Police busted the clandestine migration operation after receiving detailed information from the Directorate General of Territorial Surveillance (DGST).

The suspects were taken into custody for “their alleged links to a criminal network involved in the organization of irregular migration and human trafficking,” according to Morocco’s state media. Arrests included a 34-year-old Gambian national.

The General Directorate of National Security (DGSN) released a statement following the arrests. They said the suspects were “preparing to organize an illegal migration operation from the coasts of the town Tan Tan.”

Police took the three suspects into custody. They seized two light vehicles, six mobile phones, and a sum of money, believed to come from the criminal activity.

Irregular migration and Morocco

While there is no universally-accpeted definition for irregular migration, the Migration Data Portal explains that it “refers to both the movement of people in an undocumented fashion, or irregular migration flows, and the number of migrants whose status may, at any point, be undocumented, or irregular migrant stocks.” 

As part of Tuesday’s raid in Morocco, security services also apprehended seven candidates for irregular migration. The suspected individuals include five nationals from sub-Saharan countries, one from Bangladesh, and one from Sri Lanka, according to the DGSN statement.

The candidates for irregular migration are now the subject of a judicial investigation by Morocco’s public prosecutor’s office. 

They could face separate repercussions for their undocumented status in Morocco. The DGSN hopes the investigation will help to clarify the circumstances of the case and to identify other potential accomplices.

Morocco’s efforts to combat migrant smuggling and human trafficking

Though Morocco has come under fire for human trafficking issues in the past, the government has been strengthening its approach to fight irregular migration and human trafficking, including migrant smuggling, for years.

In July 2020, The US Department of State released the 2020 Trafficking in Persons Report, placing Morocco in its “Tier 2 category.” This means that Morocco “does not fully meet the minimum standards for the elimination of trafficking” based on data from 2019. However, it retained its Tier 2 status because of the government’s increased efforts to solve the issue.

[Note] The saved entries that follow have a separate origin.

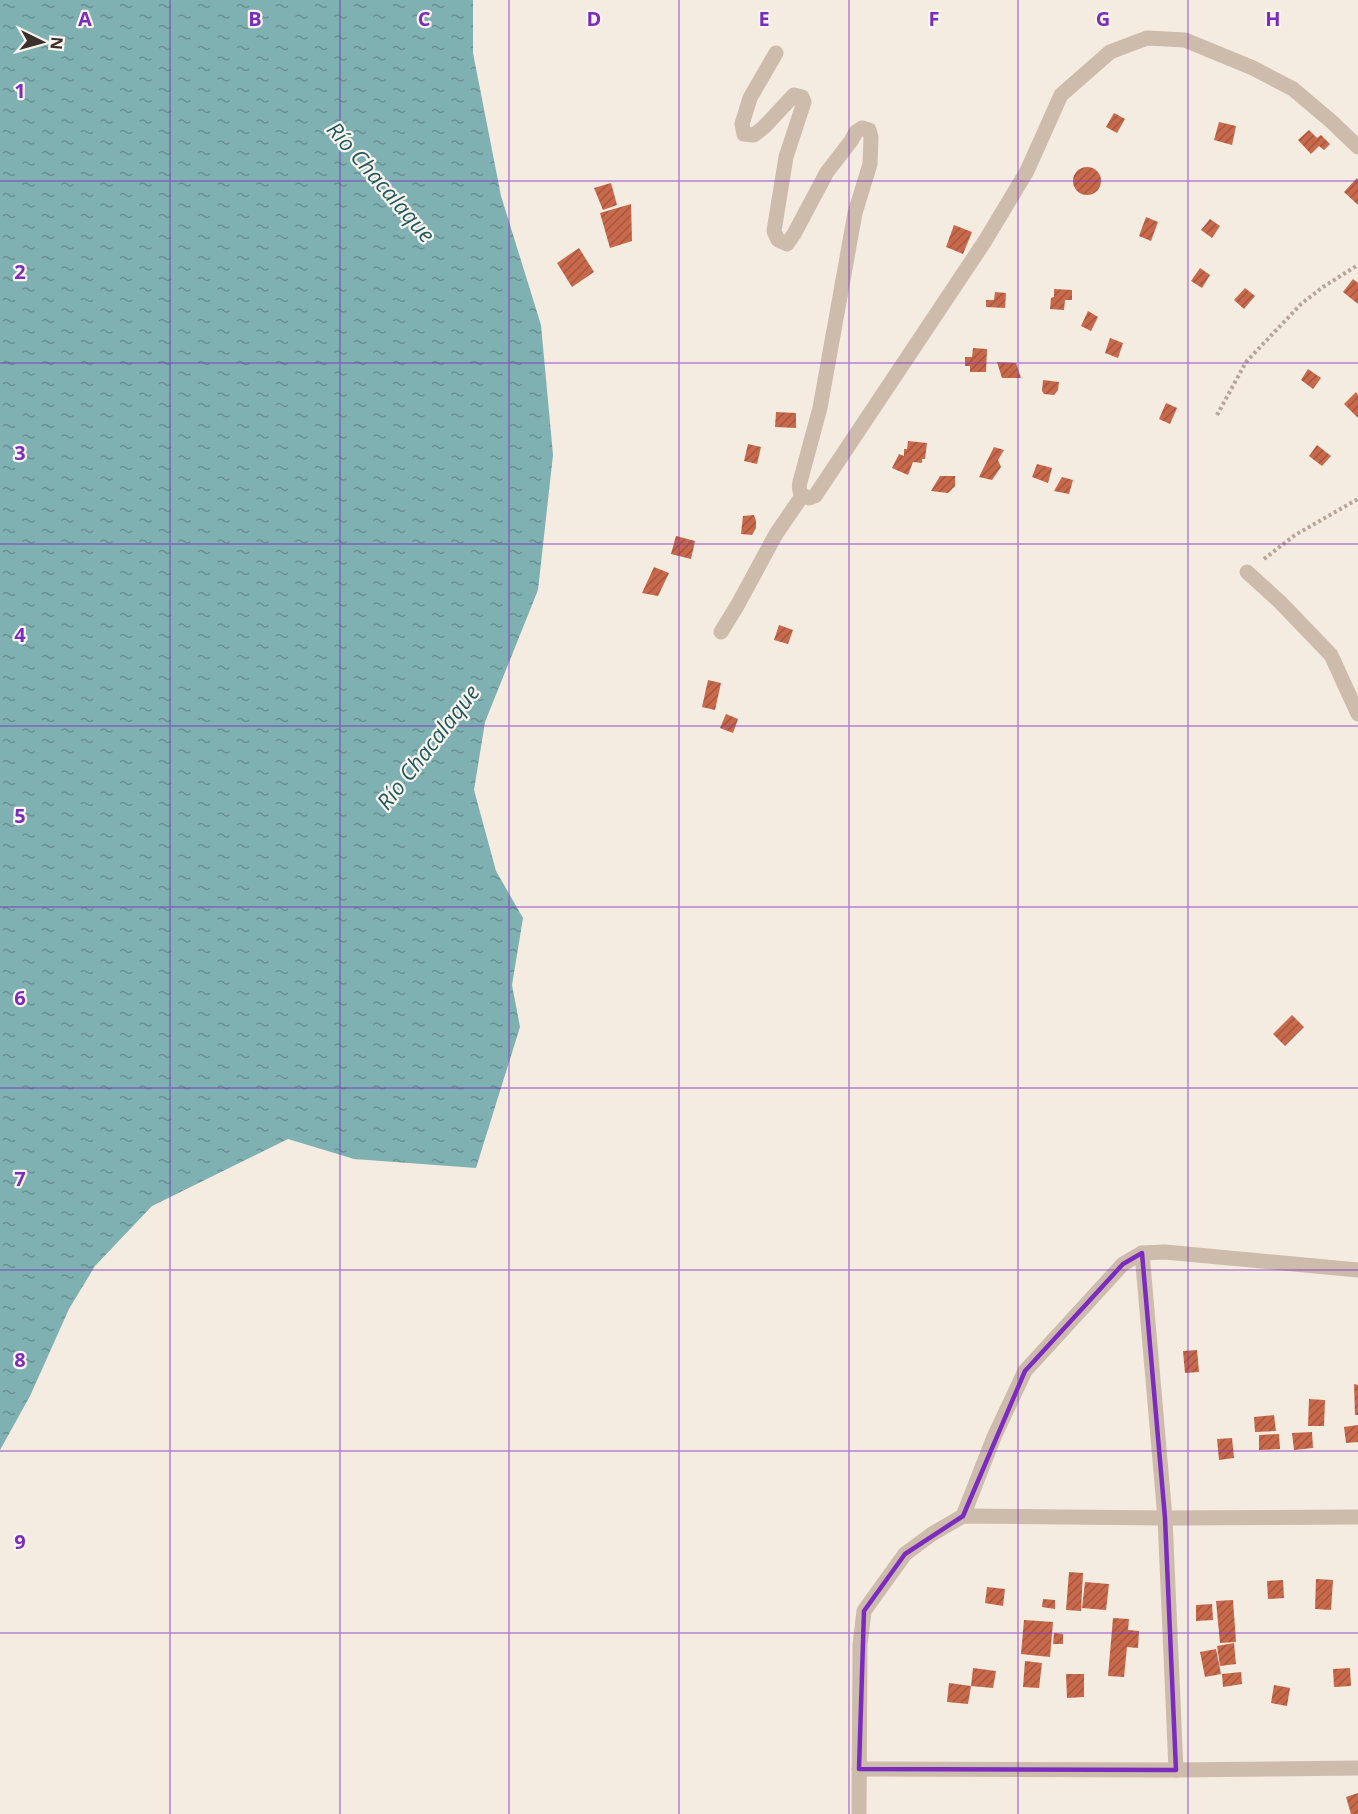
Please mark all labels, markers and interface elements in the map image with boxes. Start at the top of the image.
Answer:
text: A [78,5,92,32]
text: B [248,5,262,32]
text: C [418,5,431,32]
text: D [587,5,601,32]
text: E [758,5,770,32]
text: F [929,5,939,32]
text: G [1096,5,1110,32]
text: H [1265,5,1281,32]
north arrow [12,12,72,72]
text: N [45,36,68,51]
text: 1 [14,77,26,104]
water label: Río Chacalaque [321,115,443,248]
text: 2 [14,258,26,285]
text: 3 [14,439,26,466]
text: 4 [14,621,26,648]
water label: Río Chacalaque [369,678,486,815]
text: 5 [14,802,26,829]
text: 6 [14,984,26,1011]
text: 7 [14,1165,26,1192]
text: 8 [14,1346,26,1373]
text: 9 [14,1528,26,1555]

According to the report, the Moroccan government improved its efforts to prosecute traffickers, but “did not disaggregate data to distinguish human trafficking from migrant smuggling crimes.” 

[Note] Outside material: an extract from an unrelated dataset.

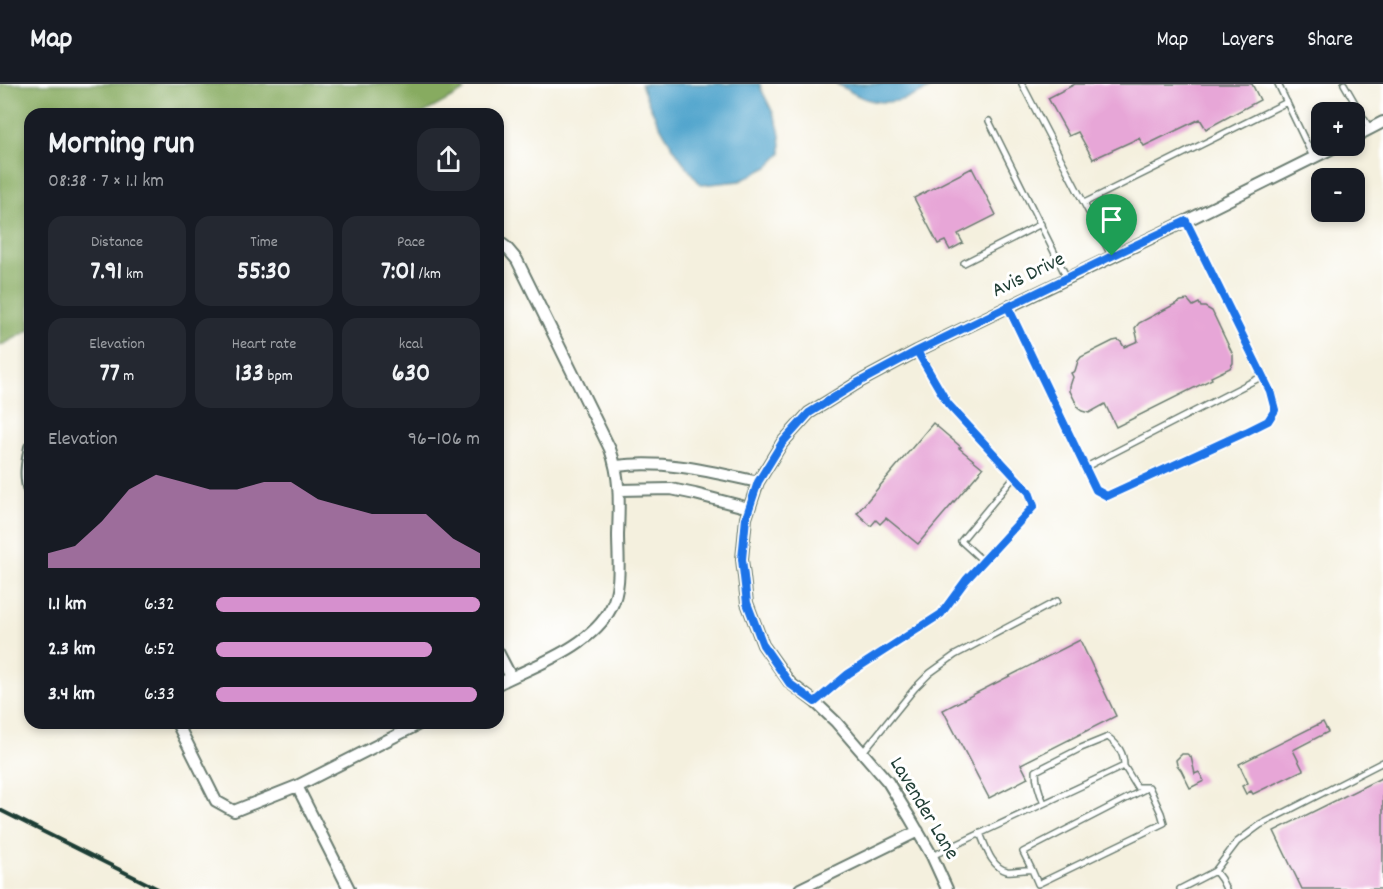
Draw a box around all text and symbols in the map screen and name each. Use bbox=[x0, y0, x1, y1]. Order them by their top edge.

The report criticized Morocco for continuing to “forcibly relocate some sub-Saharan African migrants from the areas near Ceuta and Melilla—a highly vulnerable population to trafficking in Morocco—without instituting measures to screen for trafficking indicators.”

Morocco has taken great strides, however, to decrease migrant smuggling and human trafficking in recent years, registering 719 victims of human trafficking between 2017 and 2019.

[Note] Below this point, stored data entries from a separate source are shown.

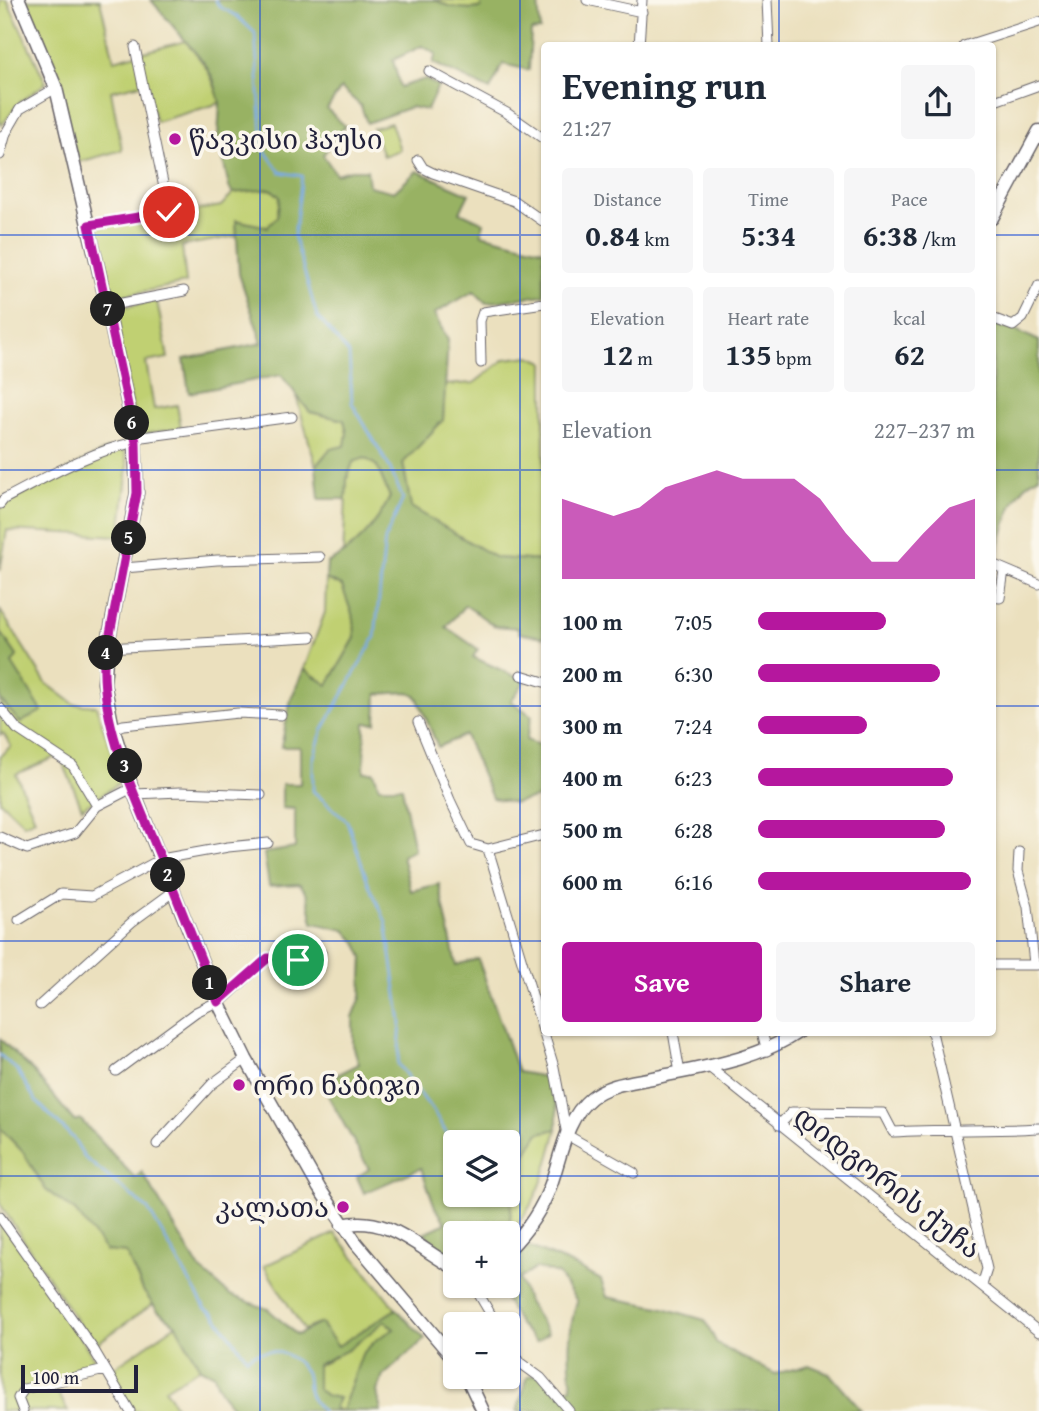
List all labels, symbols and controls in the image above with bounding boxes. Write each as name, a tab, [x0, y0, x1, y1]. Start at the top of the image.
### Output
text: Evening run	[562, 57, 766, 113]
button: share	[901, 65, 975, 139]
text: 21:27	[562, 111, 612, 144]
place label: წავკისი ჰაუსი	[189, 118, 383, 159]
marker: წავკისი ჰაუსი	[167, 131, 183, 147]
pin	[139, 182, 199, 242]
text: Distance	[593, 185, 662, 213]
text: Time	[748, 185, 789, 213]
text: Pace	[891, 185, 928, 213]
icon: check	[150, 193, 188, 231]
text: 0.84	[585, 213, 640, 257]
text: 5:34	[741, 213, 796, 257]
text: 6:38	[863, 213, 918, 257]
text: km	[640, 225, 670, 253]
text: /km	[918, 225, 956, 253]
pin: 7	[90, 292, 126, 326]
text: 7	[103, 294, 112, 322]
text: Elevation	[590, 304, 665, 332]
text: Heart rate	[728, 304, 809, 332]
text: kcal	[893, 304, 926, 332]
text: 12	[602, 332, 633, 376]
text: 135	[725, 332, 772, 376]
text: 62	[894, 332, 925, 376]
text: m	[633, 344, 653, 372]
text: bpm	[772, 344, 812, 372]
pin: 6	[114, 406, 150, 440]
text: 6	[127, 408, 136, 436]
text: Elevation	[562, 413, 652, 446]
text: 227–237 m	[874, 413, 975, 446]
pin: 5	[111, 520, 146, 556]
text: 5	[124, 523, 133, 551]
text: 100 m	[562, 605, 623, 638]
text: 7:05	[674, 605, 713, 638]
pin: 4	[88, 636, 124, 670]
text: 4	[101, 638, 110, 666]
text: 200 m	[562, 657, 623, 690]
text: 6:30	[674, 657, 713, 690]
text: 300 m	[562, 709, 623, 742]
text: 7:24	[674, 709, 713, 742]
pin: 3	[108, 748, 142, 784]
text: 3	[120, 751, 129, 779]
text: 400 m	[562, 761, 623, 794]
text: 6:23	[674, 761, 713, 794]
text: 500 m	[562, 813, 623, 846]
text: 6:28	[674, 813, 713, 846]
pin: 2	[150, 858, 186, 892]
text: 2	[163, 860, 172, 888]
text: 600 m	[562, 865, 623, 898]
text: 6:16	[674, 865, 713, 898]
pin	[268, 930, 328, 990]
icon: arrive	[279, 941, 317, 979]
button: Save	[562, 942, 762, 1022]
button: Share	[776, 942, 975, 1022]
pin: 1	[192, 965, 228, 1000]
text: 1	[205, 968, 214, 996]
place label: ორი ნაბიჯი	[253, 1064, 421, 1105]
marker: ორი ნაბიჯი	[231, 1077, 247, 1093]
street label: დიდგორის ქუჩა	[786, 1095, 991, 1268]
map controls	[443, 1130, 520, 1389]
button: layers	[443, 1130, 520, 1207]
place label: კალათა	[215, 1186, 329, 1227]
marker: კალათა	[335, 1199, 351, 1215]
button: +	[443, 1221, 520, 1298]
button: −	[443, 1312, 520, 1389]
scale bar	[21, 1362, 138, 1394]
text: 100 m	[32, 1363, 79, 1391]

In 2019, Morocco registered 151 cases of human trafficking, compared to 80 in 2018 and 17 in 2017. Total cases from 2017 to 2019 amount to 248. During the same period, Moroccan courts prosecuted 585 people for human trafficking crimes, including 144 women and 84 foreigners.

Morocco’s human trafficking awareness campaign

On April 20, 2019 the Moroccan Public Ministry, in partnership with UN Women, launched an awareness-raising campaign in Rabat on human trafficking in Morocco.

The campaign aimed to inform local bodies and the general public about human trafficking in Morocco as well as Moroccan Law 27.14, which sets out a framework for prosecuting human trafficking crimes, in line with international laws. 

The ministry launched the campaign as part of a broader program to ensure “access to legal services for women and children victims of human trafficking in Morocco.”

Upon its launch in 2019, the program featured two short animated videos explaining human trafficking for social media, a short documentary that was shown on 2M and National Society of Radio and Television (SNRT), and a brief radio broadcast.